Jeffco School Board Recall Sweep: Julie Williams, Ken Witt, John Newkirk Out

For more than a year, the Jefferson County School Board — and specifically a voting bloc consisting of members Julie Williams, Ken Witt and John Newkirk — have been a lightning rod for controversy

The trio's alleged efforts to turn Jeffco's history curriculum in a more "patriotic" direction, coupled with complaints about teacher compensation and more, inspired student walkouts and a vigorous recall effort that made headlines nationwide. The Washington Post  recently dubbed the recall battle a de facto proxy war, with teachers unions backing the recall and the conservative Koch brothers, aided by Denver's own Independence Institute, supporting the opposition.

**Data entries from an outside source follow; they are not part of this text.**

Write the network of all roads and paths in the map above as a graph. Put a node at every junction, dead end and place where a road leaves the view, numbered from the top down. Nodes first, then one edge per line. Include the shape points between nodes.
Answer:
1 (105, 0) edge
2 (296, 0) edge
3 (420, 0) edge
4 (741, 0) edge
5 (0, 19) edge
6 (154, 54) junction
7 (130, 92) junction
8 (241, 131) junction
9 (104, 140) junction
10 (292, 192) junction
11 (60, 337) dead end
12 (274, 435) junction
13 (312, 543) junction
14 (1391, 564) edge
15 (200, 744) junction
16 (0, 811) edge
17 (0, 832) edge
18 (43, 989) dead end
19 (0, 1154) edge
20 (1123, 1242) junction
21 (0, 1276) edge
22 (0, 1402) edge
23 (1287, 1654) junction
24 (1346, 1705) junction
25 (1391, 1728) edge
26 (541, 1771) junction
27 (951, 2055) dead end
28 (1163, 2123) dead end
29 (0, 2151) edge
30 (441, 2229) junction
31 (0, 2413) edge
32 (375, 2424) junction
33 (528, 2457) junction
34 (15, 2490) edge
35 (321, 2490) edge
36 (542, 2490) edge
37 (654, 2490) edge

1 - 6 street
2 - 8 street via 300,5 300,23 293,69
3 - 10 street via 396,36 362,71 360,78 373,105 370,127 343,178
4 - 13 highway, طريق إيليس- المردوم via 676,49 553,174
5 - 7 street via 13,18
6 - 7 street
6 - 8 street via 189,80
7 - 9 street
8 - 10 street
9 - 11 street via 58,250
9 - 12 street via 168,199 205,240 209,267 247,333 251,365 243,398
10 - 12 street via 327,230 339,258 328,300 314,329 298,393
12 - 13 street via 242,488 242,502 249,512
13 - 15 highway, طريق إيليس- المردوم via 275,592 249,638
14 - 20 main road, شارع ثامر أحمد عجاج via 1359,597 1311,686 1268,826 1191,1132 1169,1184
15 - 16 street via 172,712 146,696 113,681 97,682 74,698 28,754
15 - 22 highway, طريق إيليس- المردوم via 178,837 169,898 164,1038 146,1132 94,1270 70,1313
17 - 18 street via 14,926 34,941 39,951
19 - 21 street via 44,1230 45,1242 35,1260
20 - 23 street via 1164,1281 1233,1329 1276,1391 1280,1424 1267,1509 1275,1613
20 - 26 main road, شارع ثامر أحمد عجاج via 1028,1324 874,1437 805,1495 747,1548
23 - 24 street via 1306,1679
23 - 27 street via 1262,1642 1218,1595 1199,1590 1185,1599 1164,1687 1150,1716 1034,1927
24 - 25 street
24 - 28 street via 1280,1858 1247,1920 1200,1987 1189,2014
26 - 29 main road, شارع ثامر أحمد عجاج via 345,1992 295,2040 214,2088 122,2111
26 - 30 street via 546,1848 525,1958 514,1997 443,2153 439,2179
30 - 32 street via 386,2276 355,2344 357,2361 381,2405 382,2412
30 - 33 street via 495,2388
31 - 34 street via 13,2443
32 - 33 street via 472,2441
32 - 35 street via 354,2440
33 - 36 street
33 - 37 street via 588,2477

Now, it's Williams, Witt and Newkirk who are history — at least when it comes to membership on the next Jeffco board. The recall for each passed easily, with a new cadre of board members winning approval from voters.

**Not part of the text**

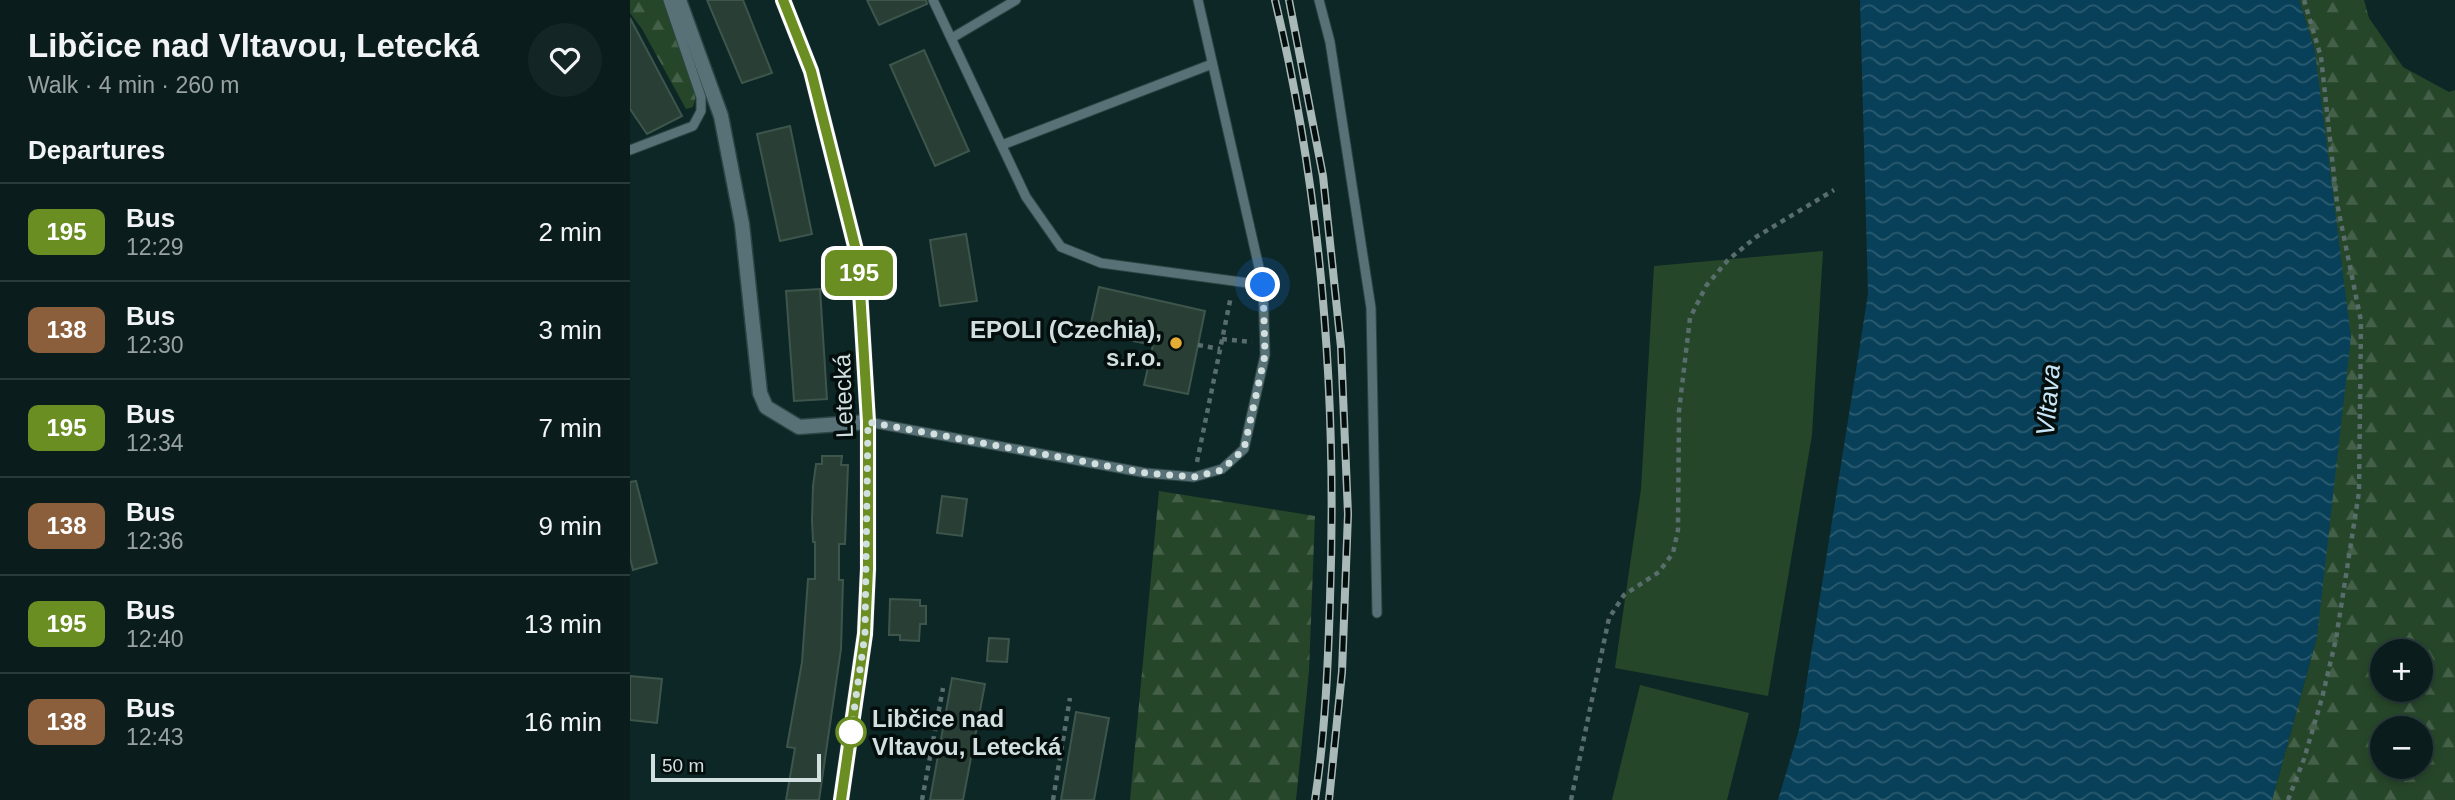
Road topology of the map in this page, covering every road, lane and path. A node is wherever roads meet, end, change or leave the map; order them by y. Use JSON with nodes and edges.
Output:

Here are graphics representing the latest numbers courtesy of 7News:

Some observers worried that a complicated procedure requiring two votes — one for the recall and another for candidates who would replace the board members in question if the ouster efforts were successful — would confuse ballot-casters.

But no: The candidates supported by organizers of the recall effort all earned majorities.

The incoming board members are Brad Rupert, Susan Harmon, Ali Lasell, Amanda Stevens and Ron Mitchell.

Given Jefferson County's enormous size, it was tough to get a read on the recall's momentum. In my neighborhood, near Chatfield High School, which has lost a slew of teachers amid complaints about increasingly politicized, agenda-driven policies, a large number of yards bloomed with signs boosting Rupert and company. During a recent visit to Arvada, however, signs urging a "no" vote on the recall dominated.

In the end, however, the energy of the recallers, exemplified by door-to-door campaigning by a vast network of teachers, parents and students, overwhelmed the money offered up by Americans for Prosperity, the Kochs's operation. And the wave appears to have spread to Douglas County, home to the metro-area school board that started the rightward trend several years before Williams, Witt and Newkirk took office.

Dougco school board incumbents Kevin Larsen, Richard Robbins and Craig Richardson — the self-styled reformers on the body — all appear to have lost in their reelection bids. Here's a graphic from the Douglas County elections page showing the latest digits:

The reaction to the Jeffco results have been predictably varied.

In a statement released after the vote became final, middle-school teacher and Jefferson County Education Association president John Ford said, “We couldn’t be more pleased with the election results tonight because it means a return to a culture of working together to improve teaching and learning for all kids. Quite honestly, the old board lost their seats because they didn’t respect the community’s voice and rammed through an unpopular agenda.”

In contrast, the Colorado Peak Politics site blasted what it called the "revenge of the unions." Here's an excerpt from its post:
The die was cast in Jeffco approximately two years ago when the conservative reform majority surprised the union by taking over the school board. Since then, the Jefferson County Education Association has been working to take the board of the state’s second largest school district back. So, yes, tonight, the unions won, but not because of the public’s repudiation of reform ideas, but because of the union’s disgusting tactics in every district in which it played.

If this was a call to action for conservatives, it’s a call to organize. To run disciplined and ruthless campaigns. To undercut the union at every turn and to expose unions as the liars they are. To bring boots on the ground and run a 24/7, 365-day-per-year campaign.
The CPP piece concludes with this: "Have a few beers and chin up, happy warriors. We win some, we lose some, but it’s time to get ready for 2016."

Yes, this battle has concluded — but the war for the hearts and minds of students in Jefferson County and beyond is far from over.